▸ WHAT TO WORK ON
Quote every line of the data below as it stands, omitting pictures.

(Beginning of INFORMATION)

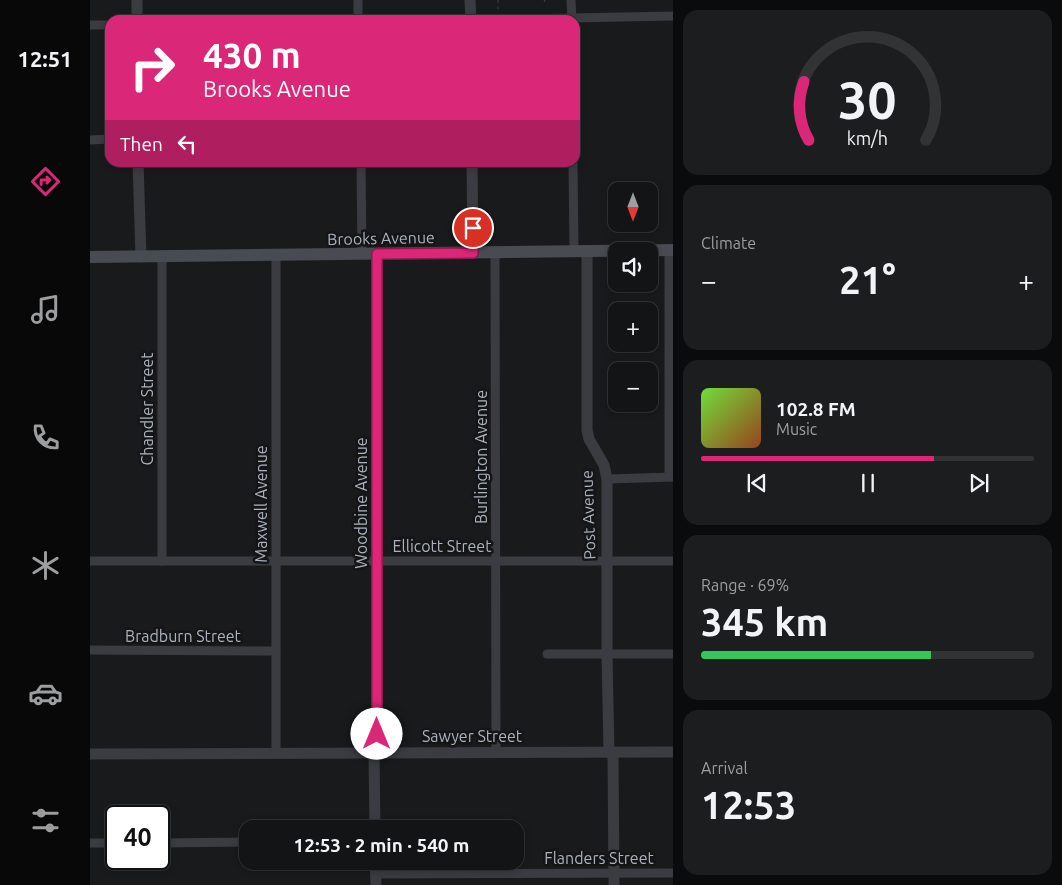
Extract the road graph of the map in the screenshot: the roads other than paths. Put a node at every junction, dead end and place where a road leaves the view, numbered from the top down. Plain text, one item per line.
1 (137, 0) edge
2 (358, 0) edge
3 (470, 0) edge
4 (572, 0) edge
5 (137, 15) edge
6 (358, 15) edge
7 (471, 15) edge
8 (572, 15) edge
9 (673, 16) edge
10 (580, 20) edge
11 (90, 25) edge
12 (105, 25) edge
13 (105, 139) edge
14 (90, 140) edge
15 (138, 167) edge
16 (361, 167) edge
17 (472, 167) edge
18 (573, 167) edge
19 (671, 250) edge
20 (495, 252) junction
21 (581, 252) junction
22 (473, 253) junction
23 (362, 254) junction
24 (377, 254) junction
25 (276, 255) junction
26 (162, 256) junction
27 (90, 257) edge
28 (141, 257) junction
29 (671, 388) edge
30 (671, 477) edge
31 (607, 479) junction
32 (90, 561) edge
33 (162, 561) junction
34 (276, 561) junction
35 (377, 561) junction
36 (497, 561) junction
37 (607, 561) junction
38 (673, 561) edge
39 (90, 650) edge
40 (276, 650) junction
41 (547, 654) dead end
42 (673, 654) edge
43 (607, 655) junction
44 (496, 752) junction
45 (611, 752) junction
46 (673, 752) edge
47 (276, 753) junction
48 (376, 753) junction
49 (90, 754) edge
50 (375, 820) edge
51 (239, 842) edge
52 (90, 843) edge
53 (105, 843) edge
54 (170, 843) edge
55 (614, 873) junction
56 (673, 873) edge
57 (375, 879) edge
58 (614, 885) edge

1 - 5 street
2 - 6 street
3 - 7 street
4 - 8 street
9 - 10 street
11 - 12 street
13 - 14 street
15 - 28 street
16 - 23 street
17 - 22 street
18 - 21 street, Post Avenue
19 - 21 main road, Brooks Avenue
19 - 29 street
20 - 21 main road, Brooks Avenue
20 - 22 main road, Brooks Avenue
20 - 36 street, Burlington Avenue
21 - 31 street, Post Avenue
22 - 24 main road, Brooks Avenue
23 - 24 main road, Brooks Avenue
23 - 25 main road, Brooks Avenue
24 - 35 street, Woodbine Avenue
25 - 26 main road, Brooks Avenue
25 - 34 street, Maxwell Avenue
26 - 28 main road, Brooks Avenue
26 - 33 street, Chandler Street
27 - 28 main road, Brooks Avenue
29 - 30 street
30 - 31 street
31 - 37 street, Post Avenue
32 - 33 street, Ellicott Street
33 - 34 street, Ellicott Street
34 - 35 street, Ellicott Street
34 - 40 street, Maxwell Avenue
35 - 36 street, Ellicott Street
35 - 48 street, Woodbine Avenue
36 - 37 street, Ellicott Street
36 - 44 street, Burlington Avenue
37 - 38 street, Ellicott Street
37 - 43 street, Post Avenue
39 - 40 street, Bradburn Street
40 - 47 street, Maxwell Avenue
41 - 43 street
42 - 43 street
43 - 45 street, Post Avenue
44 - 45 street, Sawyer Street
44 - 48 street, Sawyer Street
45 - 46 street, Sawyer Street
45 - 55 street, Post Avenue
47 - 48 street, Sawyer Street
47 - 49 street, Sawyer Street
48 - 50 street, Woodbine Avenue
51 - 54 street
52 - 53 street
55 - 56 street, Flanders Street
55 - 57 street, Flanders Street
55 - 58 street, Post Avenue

(End of INFORMATION)

▸ EXPECTED ANSWER
Extract the road graph of the map in the screenshot: the roads other than paths. Put a node at every junction, dead end and place where a road leaves the view, numbered from the top down. Plain text, one item per line.
1 (137, 0) edge
2 (358, 0) edge
3 (470, 0) edge
4 (572, 0) edge
5 (137, 15) edge
6 (358, 15) edge
7 (471, 15) edge
8 (572, 15) edge
9 (673, 16) edge
10 (580, 20) edge
11 (90, 25) edge
12 (105, 25) edge
13 (105, 139) edge
14 (90, 140) edge
15 (138, 167) edge
16 (361, 167) edge
17 (472, 167) edge
18 (573, 167) edge
19 (671, 250) edge
20 (495, 252) junction
21 (581, 252) junction
22 (473, 253) junction
23 (362, 254) junction
24 (377, 254) junction
25 (276, 255) junction
26 (162, 256) junction
27 (90, 257) edge
28 (141, 257) junction
29 (671, 388) edge
30 (671, 477) edge
31 (607, 479) junction
32 (90, 561) edge
33 (162, 561) junction
34 (276, 561) junction
35 (377, 561) junction
36 (497, 561) junction
37 (607, 561) junction
38 (673, 561) edge
39 (90, 650) edge
40 (276, 650) junction
41 (547, 654) dead end
42 (673, 654) edge
43 (607, 655) junction
44 (496, 752) junction
45 (611, 752) junction
46 (673, 752) edge
47 (276, 753) junction
48 (376, 753) junction
49 (90, 754) edge
50 (375, 820) edge
51 (239, 842) edge
52 (90, 843) edge
53 (105, 843) edge
54 (170, 843) edge
55 (614, 873) junction
56 (673, 873) edge
57 (375, 879) edge
58 (614, 885) edge

1 - 5 street
2 - 6 street
3 - 7 street
4 - 8 street
9 - 10 street
11 - 12 street
13 - 14 street
15 - 28 street
16 - 23 street
17 - 22 street
18 - 21 street, Post Avenue
19 - 21 main road, Brooks Avenue
19 - 29 street
20 - 21 main road, Brooks Avenue
20 - 22 main road, Brooks Avenue
20 - 36 street, Burlington Avenue
21 - 31 street, Post Avenue
22 - 24 main road, Brooks Avenue
23 - 24 main road, Brooks Avenue
23 - 25 main road, Brooks Avenue
24 - 35 street, Woodbine Avenue
25 - 26 main road, Brooks Avenue
25 - 34 street, Maxwell Avenue
26 - 28 main road, Brooks Avenue
26 - 33 street, Chandler Street
27 - 28 main road, Brooks Avenue
29 - 30 street
30 - 31 street
31 - 37 street, Post Avenue
32 - 33 street, Ellicott Street
33 - 34 street, Ellicott Street
34 - 35 street, Ellicott Street
34 - 40 street, Maxwell Avenue
35 - 36 street, Ellicott Street
35 - 48 street, Woodbine Avenue
36 - 37 street, Ellicott Street
36 - 44 street, Burlington Avenue
37 - 38 street, Ellicott Street
37 - 43 street, Post Avenue
39 - 40 street, Bradburn Street
40 - 47 street, Maxwell Avenue
41 - 43 street
42 - 43 street
43 - 45 street, Post Avenue
44 - 45 street, Sawyer Street
44 - 48 street, Sawyer Street
45 - 46 street, Sawyer Street
45 - 55 street, Post Avenue
47 - 48 street, Sawyer Street
47 - 49 street, Sawyer Street
48 - 50 street, Woodbine Avenue
51 - 54 street
52 - 53 street
55 - 56 street, Flanders Street
55 - 57 street, Flanders Street
55 - 58 street, Post Avenue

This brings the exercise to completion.